Daytime napping is common among older adults, with previous estimates suggesting that between 20% and 60% nap regularly. While an occasional nap can be refreshing, heavier daytime sleep has increasingly been associated with poorer health.
To investigate further, the researchers used data from the Rush Memory and Aging Project, an ongoing cohort study launched in 1997 that focuses largely on cognition and neurodegeneration in older adults, most of whom were white and living in northern Illinois.
From 2005 onward, participants wore wrist activity monitors for 10 days so researchers could track rest and activity patterns. Using those data, the team examined nap duration, how often naps occurred, the time of day they happened, and how much those habits varied from one day to the next.
By 2025, the researchers had gathered 19 years of data from 1,338 participants. When they compared initial napping patterns with deaths from any cause over the follow-up period, they found a clear pattern: longer naps, more frequent naps and morning naps were all linked to higher mortality.
The study found that each additional hour of daytime sleep was associated with about a 13% higher risk of death. Each extra nap per day was linked to roughly a 7% increase in mortality risk. People who usually napped in the morning had a 30% higher mortality risk than those who tended to nap in the afternoon.
Not every nap-related pattern was tied to worse outcomes. Researchers found that irregular day-to-day napping did not appear to raise mortality risk.

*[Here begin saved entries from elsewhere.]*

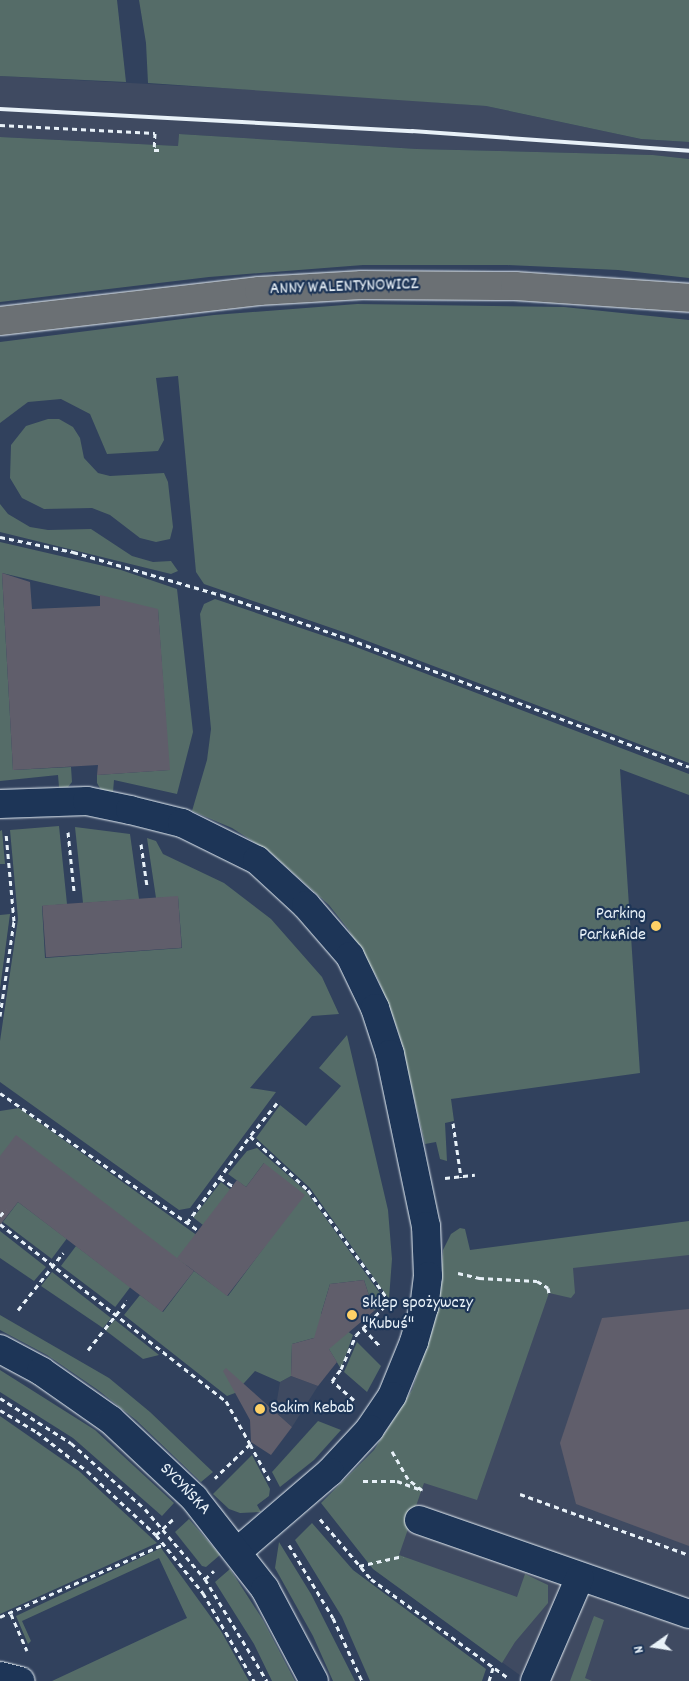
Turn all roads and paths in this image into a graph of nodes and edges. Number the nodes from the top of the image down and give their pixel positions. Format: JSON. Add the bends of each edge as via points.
{"nodes":[{"id":1,"x":0,"y":125,"type":"edge"},
{"id":2,"x":159,"y":150,"type":"dead end"},
{"id":3,"x":689,"y":298,"type":"edge"},
{"id":4,"x":0,"y":322,"type":"edge"},
{"id":5,"x":0,"y":537,"type":"edge"},
{"id":6,"x":689,"y":767,"type":"edge"},
{"id":7,"x":3,"y":817,"type":"edge"},
{"id":8,"x":66,"y":822,"type":"dead end"},
{"id":9,"x":140,"y":841,"type":"dead end"},
{"id":10,"x":147,"y":886,"type":"dead end"},
{"id":11,"x":74,"y":891,"type":"dead end"},
{"id":12,"x":0,"y":1016,"type":"edge"},
{"id":13,"x":0,"y":1093,"type":"edge"},
{"id":14,"x":277,"y":1102,"type":"dead end"},
{"id":15,"x":453,"y":1122,"type":"dead end"},
{"id":16,"x":250,"y":1136,"type":"junction"},
{"id":17,"x":461,"y":1177,"type":"dead end"},
{"id":18,"x":220,"y":1178,"type":"junction"},
{"id":19,"x":233,"y":1186,"type":"dead end"},
{"id":20,"x":6,"y":1209,"type":"dead end"},
{"id":21,"x":0,"y":1216,"type":"edge"},
{"id":22,"x":187,"y":1223,"type":"junction"},
{"id":23,"x":0,"y":1224,"type":"edge"},
{"id":24,"x":198,"y":1230,"type":"dead end"},
{"id":25,"x":63,"y":1252,"type":"dead end"},
{"id":26,"x":52,"y":1265,"type":"junction"},
{"id":27,"x":450,"y":1269,"type":"dead end"},
{"id":28,"x":549,"y":1293,"type":"dead end"},
{"id":29,"x":395,"y":1298,"type":"dead end"},
{"id":30,"x":128,"y":1301,"type":"dead end"},
{"id":31,"x":389,"y":1302,"type":"junction"},
{"id":32,"x":394,"y":1307,"type":"junction"},
{"id":33,"x":18,"y":1310,"type":"dead end"},
{"id":34,"x":392,"y":1312,"type":"dead end"},
{"id":35,"x":116,"y":1315,"type":"junction"},
{"id":36,"x":363,"y":1328,"type":"junction"},
{"id":37,"x":0,"y":1349,"type":"edge"},
{"id":38,"x":88,"y":1350,"type":"dead end"},
{"id":39,"x":386,"y":1351,"type":"dead end"},
{"id":40,"x":0,"y":1398,"type":"edge"},
{"id":41,"x":358,"y":1403,"type":"dead end"},
{"id":42,"x":0,"y":1410,"type":"edge"},
{"id":43,"x":250,"y":1444,"type":"junction"},
{"id":44,"x":388,"y":1444,"type":"dead end"},
{"id":45,"x":360,"y":1481,"type":"dead end"},
{"id":46,"x":273,"y":1486,"type":"dead end"},
{"id":47,"x":520,"y":1494,"type":"dead end"},
{"id":48,"x":303,"y":1496,"type":"junction"},
{"id":49,"x":194,"y":1498,"type":"junction"},
{"id":50,"x":274,"y":1520,"type":"junction"},
{"id":51,"x":419,"y":1520,"type":"dead end"},
{"id":52,"x":163,"y":1528,"type":"junction"},
{"id":53,"x":156,"y":1535,"type":"junction"},
{"id":54,"x":164,"y":1544,"type":"junction"},
{"id":55,"x":238,"y":1551,"type":"junction"},
{"id":56,"x":689,"y":1555,"type":"edge"},
{"id":57,"x":404,"y":1556,"type":"dead end"},
{"id":58,"x":359,"y":1566,"type":"junction"},
{"id":59,"x":580,"y":1577,"type":"junction"},
{"id":60,"x":11,"y":1614,"type":"junction"},
{"id":61,"x":689,"y":1614,"type":"edge"},
{"id":62,"x":0,"y":1618,"type":"edge"},
{"id":63,"x":493,"y":1668,"type":"junction"},
{"id":64,"x":25,"y":1669,"type":"edge"},
{"id":65,"x":0,"y":1676,"type":"edge"},
{"id":66,"x":254,"y":1681,"type":"edge"},
{"id":67,"x":267,"y":1681,"type":"edge"},
{"id":68,"x":314,"y":1681,"type":"edge"},
{"id":69,"x":362,"y":1681,"type":"edge"},
{"id":70,"x":489,"y":1681,"type":"edge"},
{"id":71,"x":514,"y":1681,"type":"edge"},
{"id":72,"x":535,"y":1681,"type":"edge"}],
"edges":[{"from":1,"to":2,"type":"path","via":[[155,133],[154,150]]},
{"from":3,"to":4,"type":"main road","name":"ANNY WALENTYNOWICZ","via":[[523,286],[362,285],[250,292]]},
{"from":5,"to":6,"type":"path","via":[[81,555],[221,595],[349,639]]},
{"from":7,"to":12,"type":"path","via":[[14,921]]},
{"from":7,"to":48,"type":"street","via":[[87,801],[151,814],[210,834],[257,860],[306,905],[345,949],[363,981],[390,1054],[420,1190],[427,1266],[425,1299],[414,1342],[392,1396],[350,1452]]},
{"from":8,"to":11,"type":"path"},
{"from":9,"to":10,"type":"path"},
{"from":13,"to":22,"type":"path"},
{"from":14,"to":16,"type":"path"},
{"from":15,"to":17,"type":"path"},
{"from":16,"to":18,"type":"path"},
{"from":16,"to":31,"type":"path","via":[[308,1190]]},
{"from":18,"to":19,"type":"path"},
{"from":18,"to":22,"type":"path"},
{"from":20,"to":21,"type":"path"},
{"from":22,"to":24,"type":"path"},
{"from":23,"to":26,"type":"path"},
{"from":25,"to":26,"type":"path"},
{"from":26,"to":33,"type":"path"},
{"from":26,"to":35,"type":"path"},
{"from":27,"to":28,"type":"path","via":[[479,1278],[537,1281],[548,1288]]},
{"from":29,"to":32,"type":"path"},
{"from":30,"to":35,"type":"path"},
{"from":31,"to":32,"type":"path"},
{"from":31,"to":36,"type":"path"},
{"from":32,"to":34,"type":"path"},
{"from":35,"to":38,"type":"path"},
{"from":35,"to":43,"type":"path","via":[[226,1401]]},
{"from":36,"to":39,"type":"path","via":[[366,1335]]},
{"from":36,"to":41,"type":"path","via":[[356,1335],[332,1381]]},
{"from":37,"to":49,"type":"street","name":"SYCYŃSKA","via":[[41,1371],[111,1420]]},
{"from":40,"to":52,"type":"path","via":[[71,1443]]},
{"from":42,"to":53,"type":"path","via":[[38,1432],[87,1471]]},
{"from":43,"to":46,"type":"path"},
{"from":43,"to":49,"type":"path"},
{"from":44,"to":45,"type":"path","via":[[408,1479],[422,1490],[397,1481]]},
{"from":47,"to":56,"type":"path"},
{"from":48,"to":50,"type":"street"},
{"from":48,"to":58,"type":"path"},
{"from":49,"to":52,"type":"path"},
{"from":49,"to":55,"type":"street","name":"SYCYŃSKA"},
{"from":50,"to":55,"type":"street"},
{"from":50,"to":69,"type":"path","via":[[332,1618]]},
{"from":51,"to":59,"type":"street"},
{"from":52,"to":53,"type":"path"},
{"from":52,"to":67,"type":"path","via":[[224,1606]]},
{"from":53,"to":54,"type":"path"},
{"from":54,"to":60,"type":"path"},
{"from":54,"to":66,"type":"path","via":[[203,1593]]},
{"from":55,"to":68,"type":"street","name":"SYCYŃSKA","via":[[265,1588]]},
{"from":57,"to":58,"type":"path"},
{"from":58,"to":63,"type":"path","via":[[371,1579]]},
{"from":59,"to":61,"type":"street"},
{"from":59,"to":72,"type":"street"},
{"from":60,"to":62,"type":"path"},
{"from":60,"to":64,"type":"path"},
{"from":63,"to":70,"type":"path"},
{"from":63,"to":71,"type":"path"},
{"from":64,"to":65,"type":"street"}]}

Gao said the findings should not be read as proof that napping itself is harmful. Rather, she said, excessive daytime sleep is more likely to reflect underlying disease, chronic illness, sleep problems or disruption of the body’s internal clock.
The researchers say the results strengthen the case for using wearable devices to monitor napping habits in older adults, with the goal of identifying possible health issues earlier and helping prevent further decline.